Forse non tutti hanno presente che l’uomo di Neanderthal, o Homo neanderthalensis, è stato una sorta di ominide preistorico del quale si è per del tempo creduto di essere i discendenti. Prima di scoprire che invece apparteneva a una specie di ominide completamente diversa dalla nostra, essendo noi discendenti dal cosiddetto Homo sapiens. Rispetto al quale i Neanderthal furono relegati dai meccanismi evolutivi in un binario morto: ebbero cioè la peggio, fino a estinguersi.
Eppure erano stati i primitivi abitatori delle terre europee, compreso ciò che c’era all’epoca della nostra penisola, mentre i Sapiens – cioè oggi noi stessi! – sarebbero sopravvenuti, essendo stati di originaria derivazione centro africana. Fatto sta che i Sapiens prevalsero, determinando l’attuale specie umana.
Ma i Neanderthal avevano fatto in tempo a prosperare e anche a lasciare traccia di sé, e in modi perfino bizzarri, oltreché sorprendentemente evoluti.
Le loro abilità manipolatorie avevano raggiunto un livello sufficiente alla fabbricazione di diversi tipi di utensili e oggetti, tra cui: asce a mano, dette anche “amigdale” per la loro forma a mandorla, ottenute scheggiando grossi pezzi di selce; lance, ricavate da punte di selce più piccole; denticolati, ossia selci che terminavano non a punta bensì con una dentellatura che ne suggerisce l’impiego come seghetti; raschiatoi e perfino un cosiddetto “flauto”, sebbene si trattasse non di uno strumento musicale bensì di un accendino (nei fori s’inserivano i legni da vorticare per produrre il fuoco…).
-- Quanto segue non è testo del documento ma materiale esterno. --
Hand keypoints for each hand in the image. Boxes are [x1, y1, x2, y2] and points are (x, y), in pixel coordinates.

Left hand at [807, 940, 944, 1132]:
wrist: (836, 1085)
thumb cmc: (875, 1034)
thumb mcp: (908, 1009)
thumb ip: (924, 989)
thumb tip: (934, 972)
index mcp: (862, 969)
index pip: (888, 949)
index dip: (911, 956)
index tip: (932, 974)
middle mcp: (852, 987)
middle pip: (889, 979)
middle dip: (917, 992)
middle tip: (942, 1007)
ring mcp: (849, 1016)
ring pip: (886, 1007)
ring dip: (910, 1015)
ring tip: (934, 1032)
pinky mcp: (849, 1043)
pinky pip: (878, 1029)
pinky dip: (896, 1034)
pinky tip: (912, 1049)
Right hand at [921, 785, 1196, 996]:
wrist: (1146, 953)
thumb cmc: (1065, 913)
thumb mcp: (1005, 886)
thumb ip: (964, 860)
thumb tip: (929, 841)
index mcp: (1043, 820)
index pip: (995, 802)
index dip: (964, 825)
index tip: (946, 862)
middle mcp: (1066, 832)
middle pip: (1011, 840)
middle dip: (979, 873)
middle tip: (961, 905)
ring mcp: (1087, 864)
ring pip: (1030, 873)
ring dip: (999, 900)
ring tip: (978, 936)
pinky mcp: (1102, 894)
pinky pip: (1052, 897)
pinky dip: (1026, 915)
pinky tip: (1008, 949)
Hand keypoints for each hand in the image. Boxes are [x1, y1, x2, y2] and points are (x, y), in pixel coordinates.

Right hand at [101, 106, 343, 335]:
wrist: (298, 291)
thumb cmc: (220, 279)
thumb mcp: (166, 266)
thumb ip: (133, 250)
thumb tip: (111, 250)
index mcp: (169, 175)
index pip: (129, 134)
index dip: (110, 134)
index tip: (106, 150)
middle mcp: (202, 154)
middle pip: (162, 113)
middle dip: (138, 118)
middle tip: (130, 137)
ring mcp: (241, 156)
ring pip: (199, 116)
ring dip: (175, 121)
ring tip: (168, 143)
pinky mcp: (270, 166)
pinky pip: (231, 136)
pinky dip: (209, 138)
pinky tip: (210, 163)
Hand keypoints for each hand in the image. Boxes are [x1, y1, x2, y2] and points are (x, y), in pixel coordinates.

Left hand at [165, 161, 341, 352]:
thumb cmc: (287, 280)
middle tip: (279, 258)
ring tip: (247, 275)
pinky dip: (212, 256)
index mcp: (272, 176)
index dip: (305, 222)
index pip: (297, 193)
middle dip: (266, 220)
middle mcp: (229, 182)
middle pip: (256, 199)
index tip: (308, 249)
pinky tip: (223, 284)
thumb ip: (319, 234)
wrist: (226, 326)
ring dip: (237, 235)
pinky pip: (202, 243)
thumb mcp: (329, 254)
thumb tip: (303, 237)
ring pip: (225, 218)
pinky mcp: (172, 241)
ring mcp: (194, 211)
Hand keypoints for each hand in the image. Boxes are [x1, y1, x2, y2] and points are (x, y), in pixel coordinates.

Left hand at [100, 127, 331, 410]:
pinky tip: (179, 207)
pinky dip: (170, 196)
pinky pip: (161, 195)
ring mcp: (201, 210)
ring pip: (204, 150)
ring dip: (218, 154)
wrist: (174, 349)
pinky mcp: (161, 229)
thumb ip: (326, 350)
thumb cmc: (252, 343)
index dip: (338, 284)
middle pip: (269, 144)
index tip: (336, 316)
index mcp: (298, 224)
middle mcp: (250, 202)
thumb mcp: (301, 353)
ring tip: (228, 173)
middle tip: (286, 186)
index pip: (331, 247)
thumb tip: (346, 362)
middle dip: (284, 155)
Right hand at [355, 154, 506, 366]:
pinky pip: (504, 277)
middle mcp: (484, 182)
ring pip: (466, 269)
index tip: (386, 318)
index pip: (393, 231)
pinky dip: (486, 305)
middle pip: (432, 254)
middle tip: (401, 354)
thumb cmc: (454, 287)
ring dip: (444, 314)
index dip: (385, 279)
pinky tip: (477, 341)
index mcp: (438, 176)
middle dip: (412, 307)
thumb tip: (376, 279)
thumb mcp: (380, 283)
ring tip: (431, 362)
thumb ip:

Ed è appunto ai raschiatoi e in generale agli strumenti da taglio, che loro presumibilmente usavano soprattutto per scarnificare la selvaggina, che si aggancia la sorpresa subacquea di oggi. In che senso? Ebbene, assodato che usassero quali raschietti o lame anche dei gusci lavorati di molluschi fasolari, ovvero le valve del Callista chione, – che lavoravano e affilavano con pietruzze usate a scalpello – si è osservato solo di recente come la maggior parte fossero stati raccolti a riva, dunque da molluschi già morti e spiaggiati, le cui conchiglie sono riconoscibili in quanto prendono colori più spenti e opacizzati, nonché un po’ abrasi dallo sfregamento con la sabbia.
Ma… c’è sempre un ma: circa il 25% – ossia almeno un quarto – dei gusci ritrovati sono rimasti invece di colorazioni più cariche e lucenti, senza segni di abrasioni, caratteristiche queste dei molluschi ancora vivi e appositamente uccisi sul posto, prima che giungessero a esaurimento naturale del loro ciclo vitale. Il che significa … pescati sul fondo!